**ASSIGNED TASK:**
What lines in this listing contain the string "points"? Report each one by copying it.

**TASK MATERIAL:**

☆ ☆ ☆

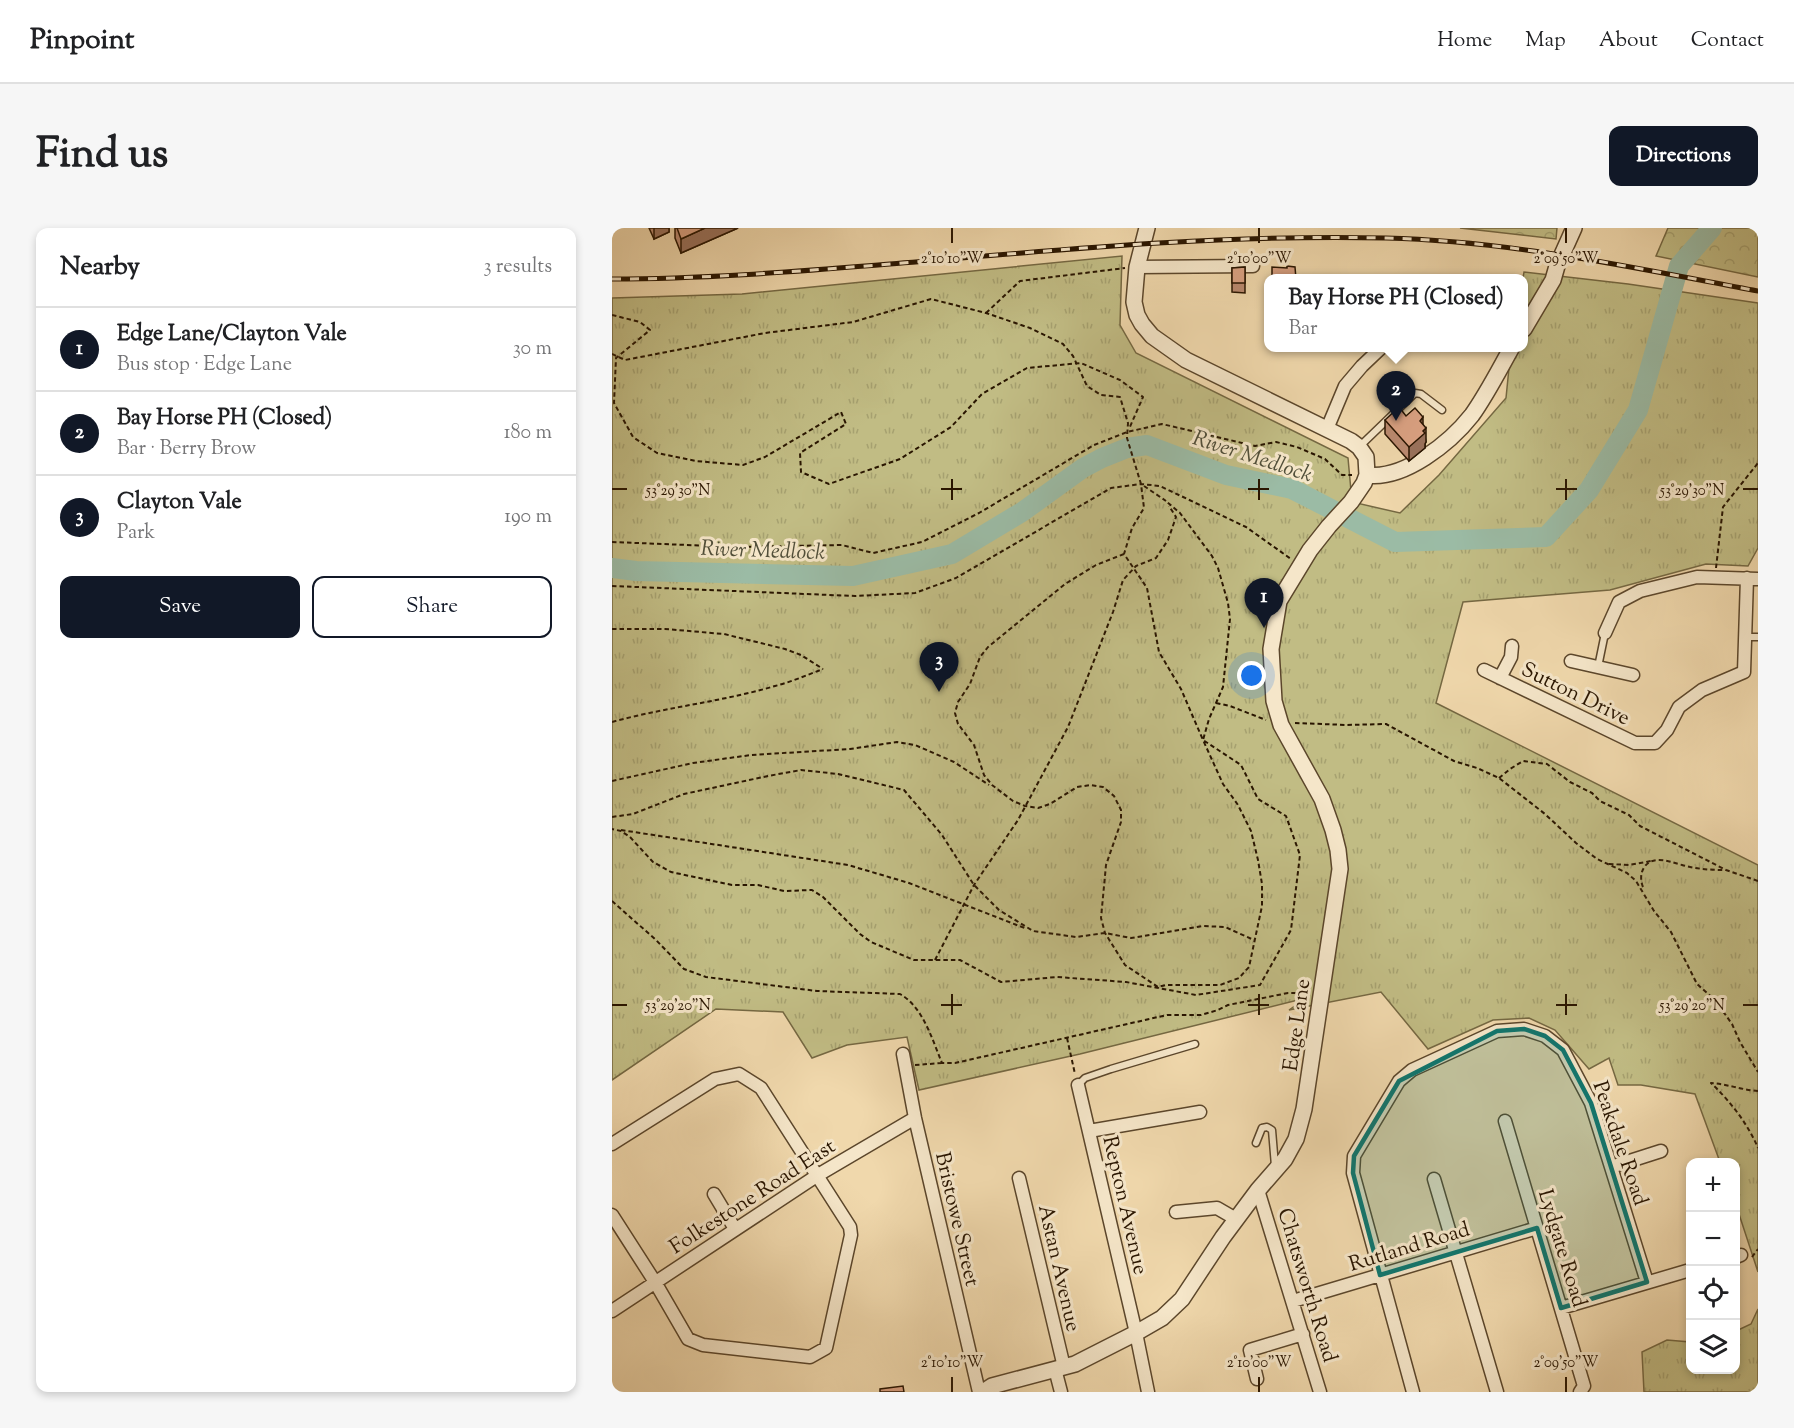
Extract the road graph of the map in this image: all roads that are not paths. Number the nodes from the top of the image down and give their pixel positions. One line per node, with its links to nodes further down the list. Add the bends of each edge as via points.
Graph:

☆ ☆ ☆

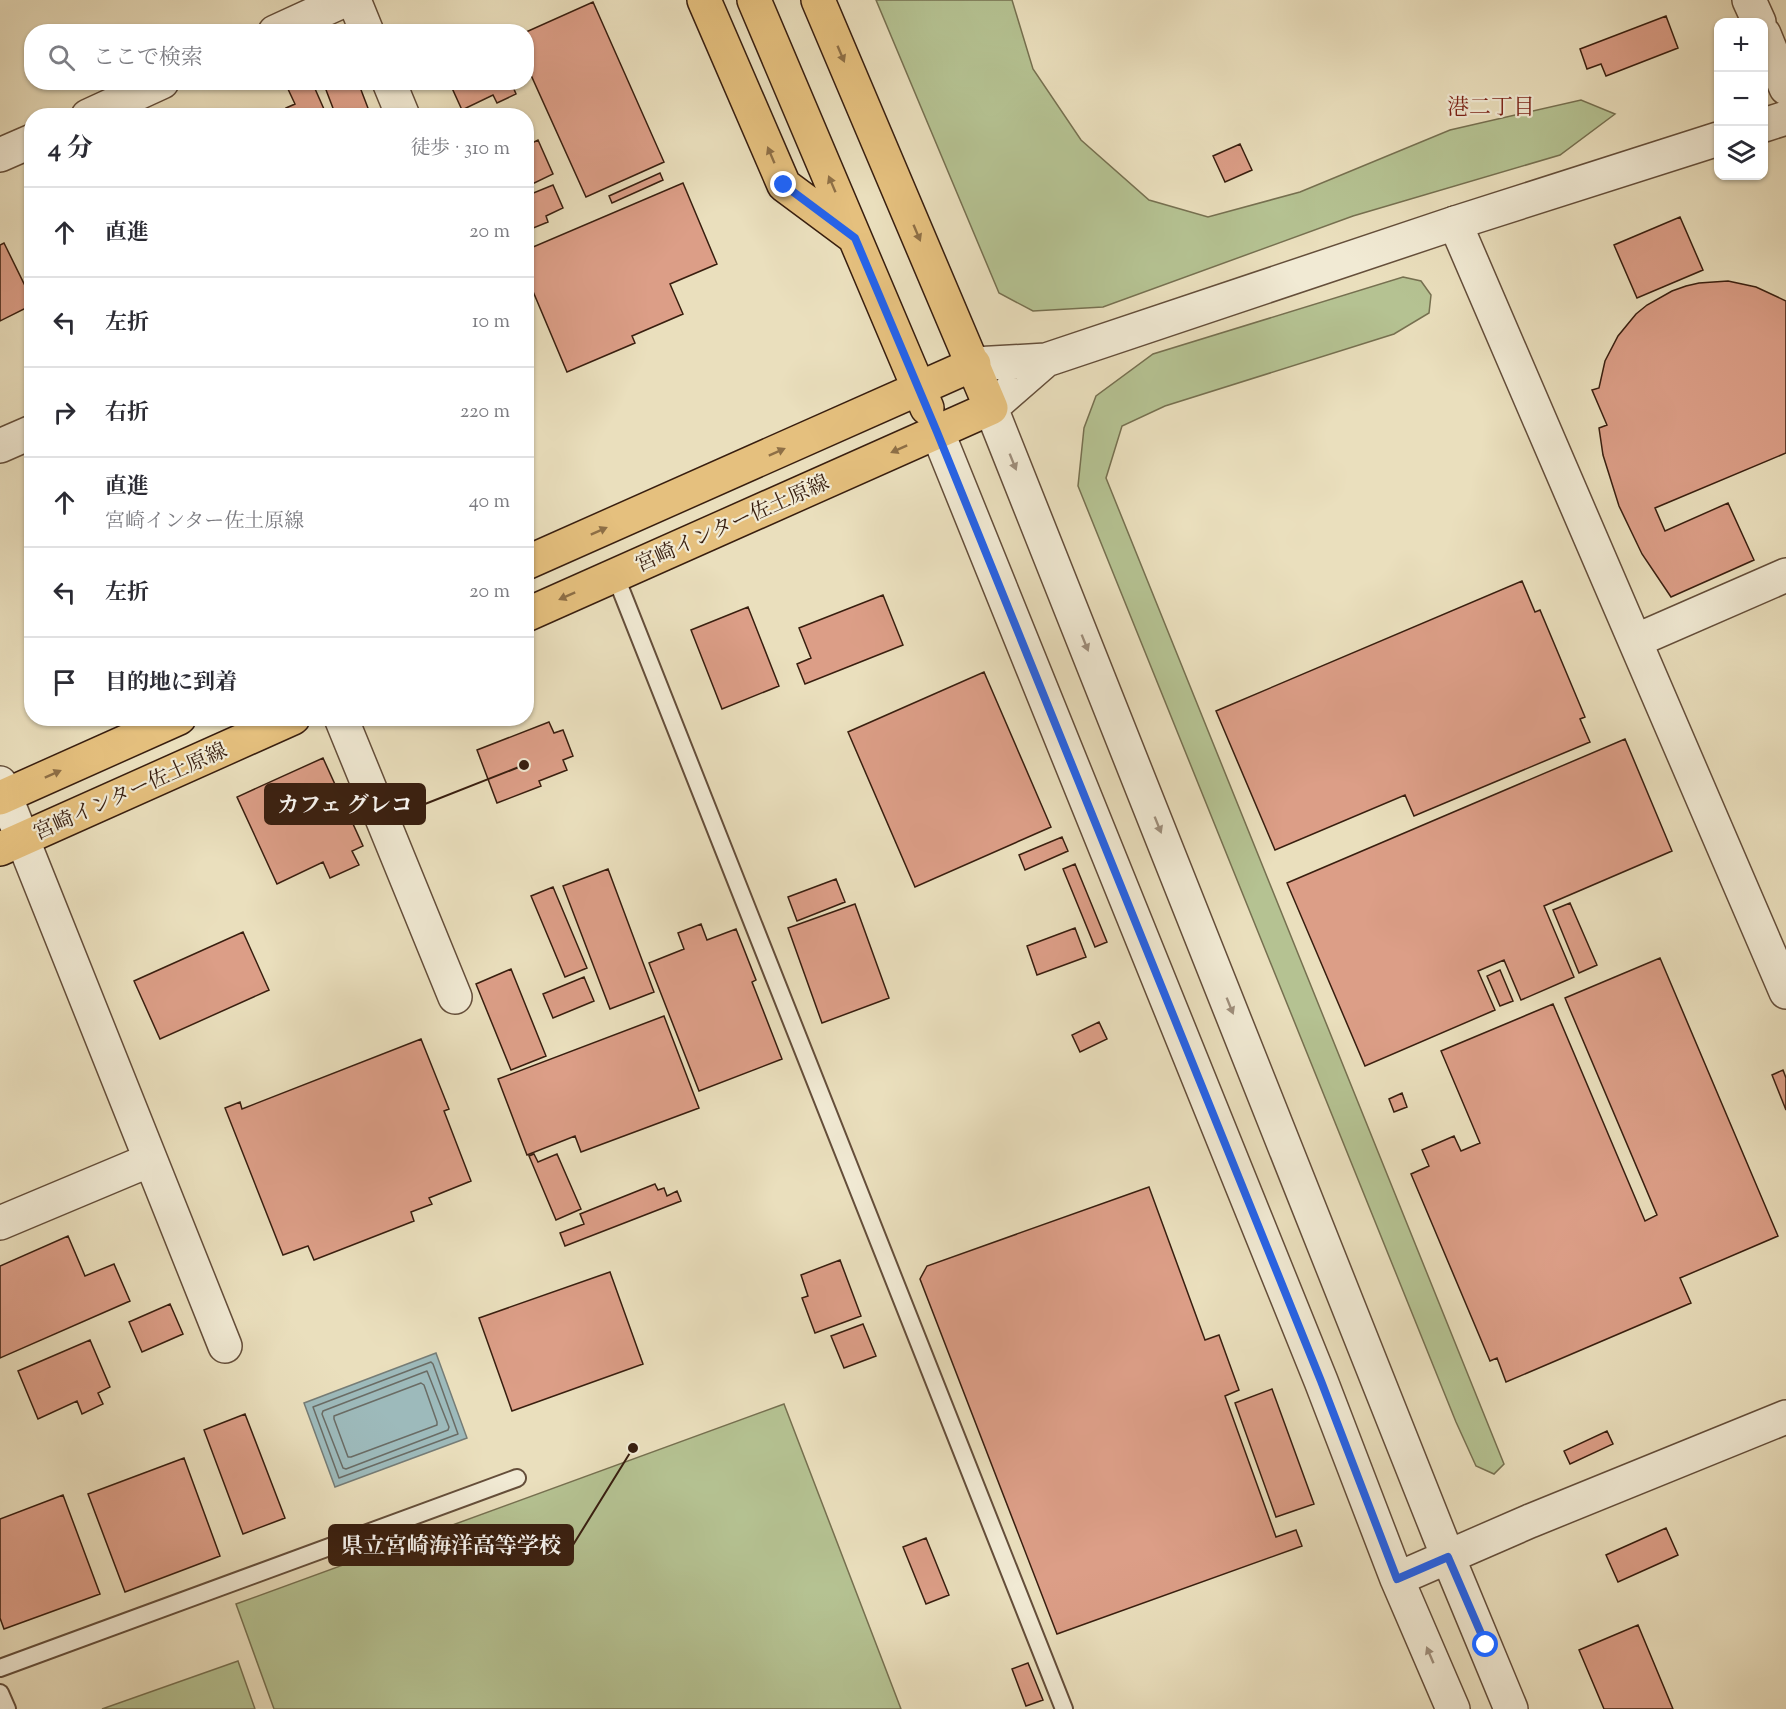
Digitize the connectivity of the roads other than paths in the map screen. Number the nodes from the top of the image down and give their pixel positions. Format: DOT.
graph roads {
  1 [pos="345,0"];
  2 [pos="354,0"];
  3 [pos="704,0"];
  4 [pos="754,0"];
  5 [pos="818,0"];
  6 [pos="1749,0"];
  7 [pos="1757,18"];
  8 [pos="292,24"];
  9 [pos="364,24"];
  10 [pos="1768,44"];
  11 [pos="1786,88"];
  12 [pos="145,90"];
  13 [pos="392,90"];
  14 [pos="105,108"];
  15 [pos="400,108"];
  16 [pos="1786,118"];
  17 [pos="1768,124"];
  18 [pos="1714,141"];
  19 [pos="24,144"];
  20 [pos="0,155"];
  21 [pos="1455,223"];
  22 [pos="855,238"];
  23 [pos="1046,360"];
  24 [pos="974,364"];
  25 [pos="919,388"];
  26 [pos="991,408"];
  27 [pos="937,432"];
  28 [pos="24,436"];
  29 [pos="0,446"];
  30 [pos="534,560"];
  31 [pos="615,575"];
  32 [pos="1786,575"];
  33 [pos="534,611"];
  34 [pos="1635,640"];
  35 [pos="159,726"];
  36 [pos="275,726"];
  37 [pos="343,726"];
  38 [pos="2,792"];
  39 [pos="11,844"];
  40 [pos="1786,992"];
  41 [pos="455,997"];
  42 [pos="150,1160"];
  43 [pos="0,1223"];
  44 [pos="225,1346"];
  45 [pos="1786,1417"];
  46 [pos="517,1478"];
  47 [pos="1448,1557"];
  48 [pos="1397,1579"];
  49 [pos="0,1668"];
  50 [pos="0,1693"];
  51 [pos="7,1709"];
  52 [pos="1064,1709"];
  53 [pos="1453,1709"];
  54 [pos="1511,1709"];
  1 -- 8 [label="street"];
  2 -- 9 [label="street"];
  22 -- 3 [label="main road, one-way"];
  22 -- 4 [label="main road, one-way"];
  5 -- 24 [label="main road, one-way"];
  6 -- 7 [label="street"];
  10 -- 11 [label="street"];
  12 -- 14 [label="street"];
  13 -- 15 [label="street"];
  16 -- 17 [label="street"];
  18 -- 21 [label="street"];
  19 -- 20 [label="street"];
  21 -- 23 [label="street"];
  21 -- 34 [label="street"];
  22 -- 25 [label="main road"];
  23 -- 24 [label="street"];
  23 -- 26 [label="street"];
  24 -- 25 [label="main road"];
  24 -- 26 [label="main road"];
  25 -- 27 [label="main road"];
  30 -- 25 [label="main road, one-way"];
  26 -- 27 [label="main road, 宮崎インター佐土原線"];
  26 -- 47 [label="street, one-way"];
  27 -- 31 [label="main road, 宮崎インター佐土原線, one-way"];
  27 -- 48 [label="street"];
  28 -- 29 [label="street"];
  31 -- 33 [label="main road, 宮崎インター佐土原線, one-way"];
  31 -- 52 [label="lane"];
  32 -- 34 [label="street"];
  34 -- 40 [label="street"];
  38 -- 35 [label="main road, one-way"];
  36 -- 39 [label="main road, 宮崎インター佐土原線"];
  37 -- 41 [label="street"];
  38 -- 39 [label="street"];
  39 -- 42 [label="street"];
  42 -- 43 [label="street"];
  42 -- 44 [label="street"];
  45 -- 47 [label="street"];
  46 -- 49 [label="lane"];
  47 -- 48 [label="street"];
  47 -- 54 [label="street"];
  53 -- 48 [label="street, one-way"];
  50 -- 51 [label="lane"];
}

☆ ☆ ☆

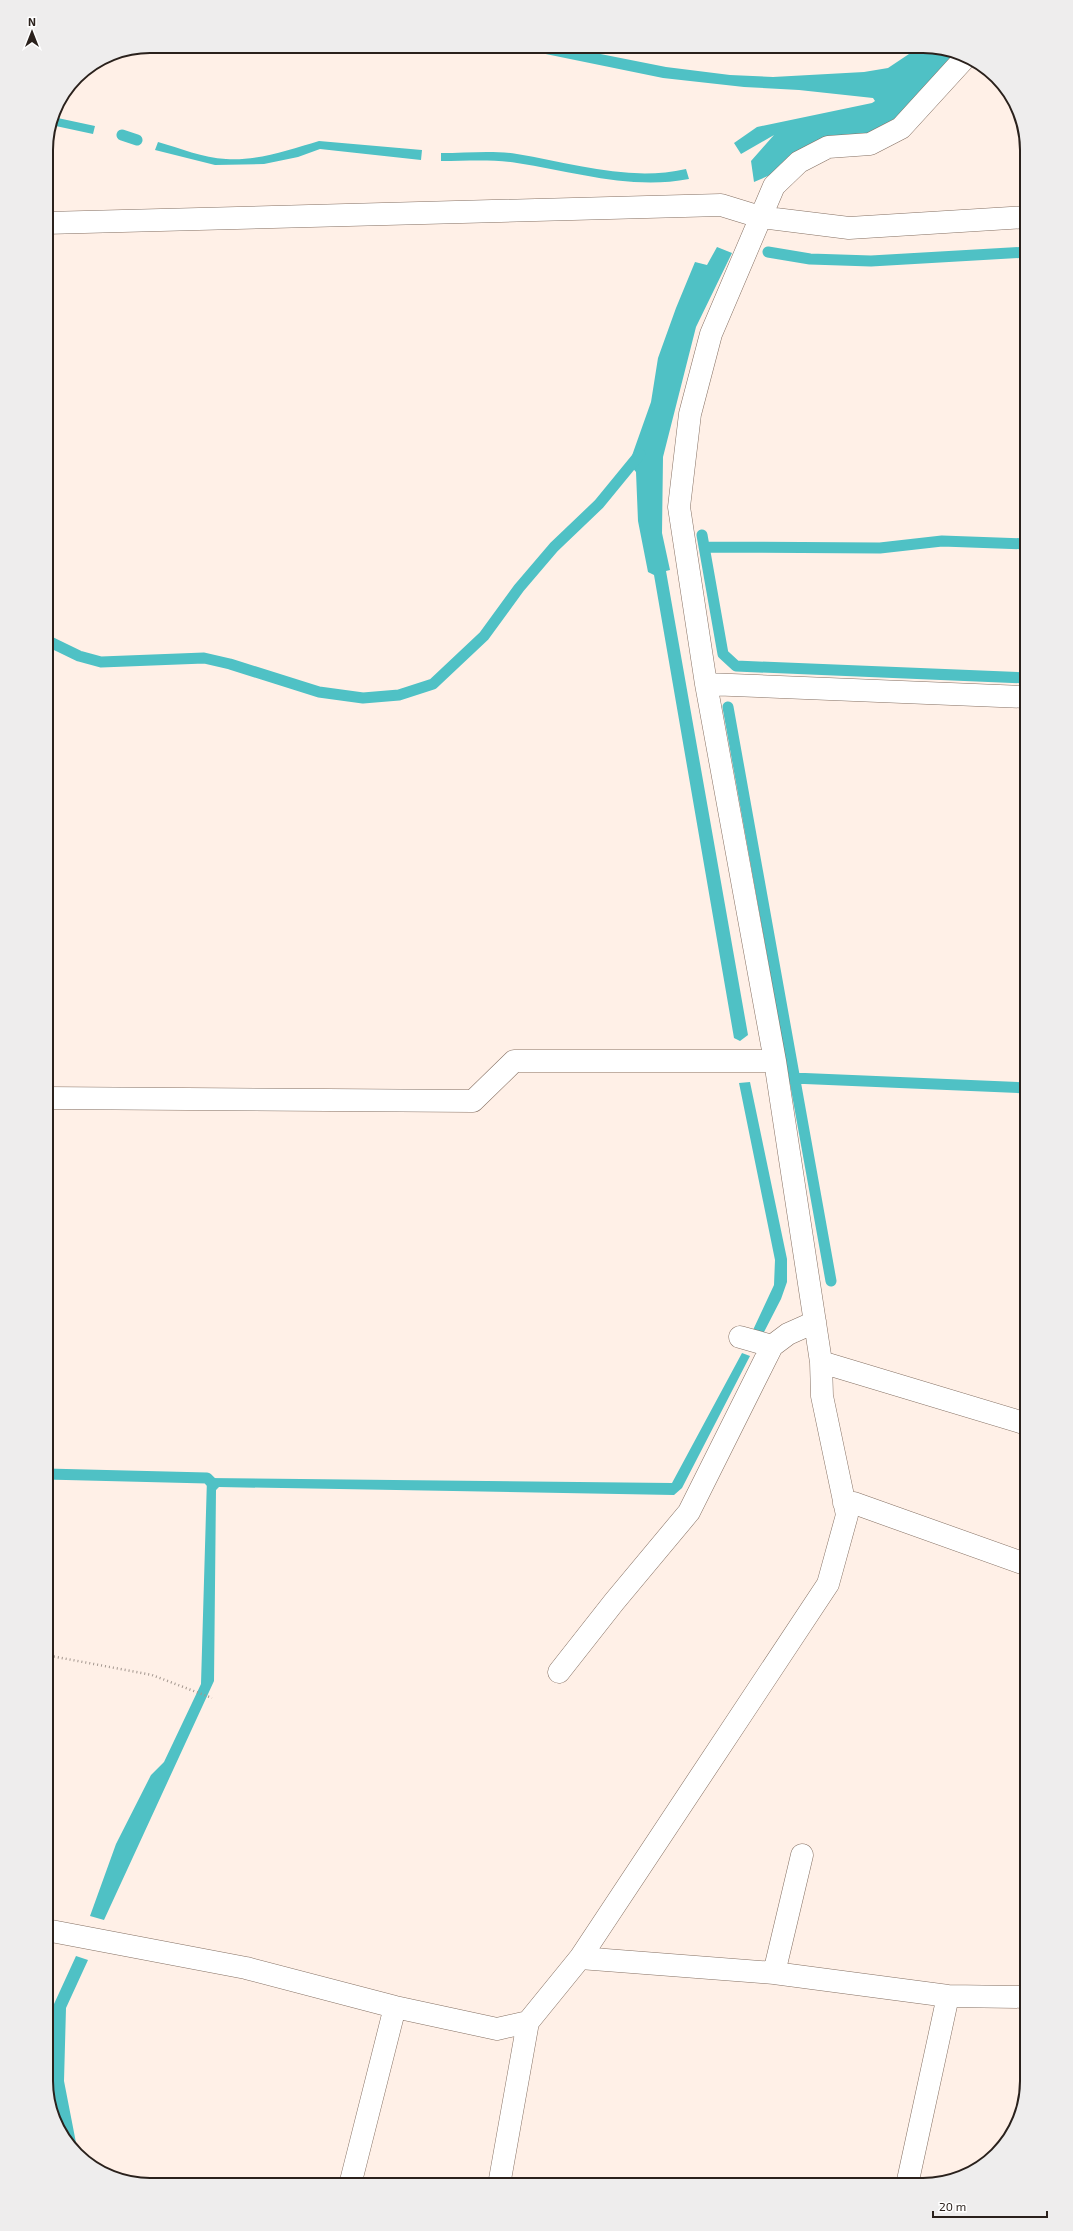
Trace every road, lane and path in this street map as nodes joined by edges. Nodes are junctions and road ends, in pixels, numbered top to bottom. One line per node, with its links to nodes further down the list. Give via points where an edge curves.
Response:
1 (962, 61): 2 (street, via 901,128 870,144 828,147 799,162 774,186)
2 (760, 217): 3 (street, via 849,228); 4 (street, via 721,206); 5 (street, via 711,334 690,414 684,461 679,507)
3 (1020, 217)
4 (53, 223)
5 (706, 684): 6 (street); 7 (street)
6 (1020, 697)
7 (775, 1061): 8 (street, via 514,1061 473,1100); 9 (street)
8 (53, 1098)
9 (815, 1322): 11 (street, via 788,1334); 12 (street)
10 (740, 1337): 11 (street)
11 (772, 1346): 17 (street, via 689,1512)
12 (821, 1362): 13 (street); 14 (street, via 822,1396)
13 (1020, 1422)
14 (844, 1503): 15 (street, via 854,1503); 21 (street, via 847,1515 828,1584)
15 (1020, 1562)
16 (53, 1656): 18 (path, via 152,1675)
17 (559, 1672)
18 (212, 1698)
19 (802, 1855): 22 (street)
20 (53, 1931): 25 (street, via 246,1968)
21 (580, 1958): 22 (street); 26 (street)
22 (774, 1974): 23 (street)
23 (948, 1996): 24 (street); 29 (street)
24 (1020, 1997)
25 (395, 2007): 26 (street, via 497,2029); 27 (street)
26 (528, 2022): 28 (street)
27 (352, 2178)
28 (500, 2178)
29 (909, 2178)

☆ ☆ ☆

**WRITTEN RESPONSE:**
Extract the road graph of the map in this image: all roads that are not paths. Number the nodes from the top of the image down and give their pixel positions. One line per node, with its links to nodes further down the list. Add the bends of each edge as via points.
Trace every road, lane and path in this street map as nodes joined by edges. Nodes are junctions and road ends, in pixels, numbered top to bottom. One line per node, with its links to nodes further down the list. Give via points where an edge curves.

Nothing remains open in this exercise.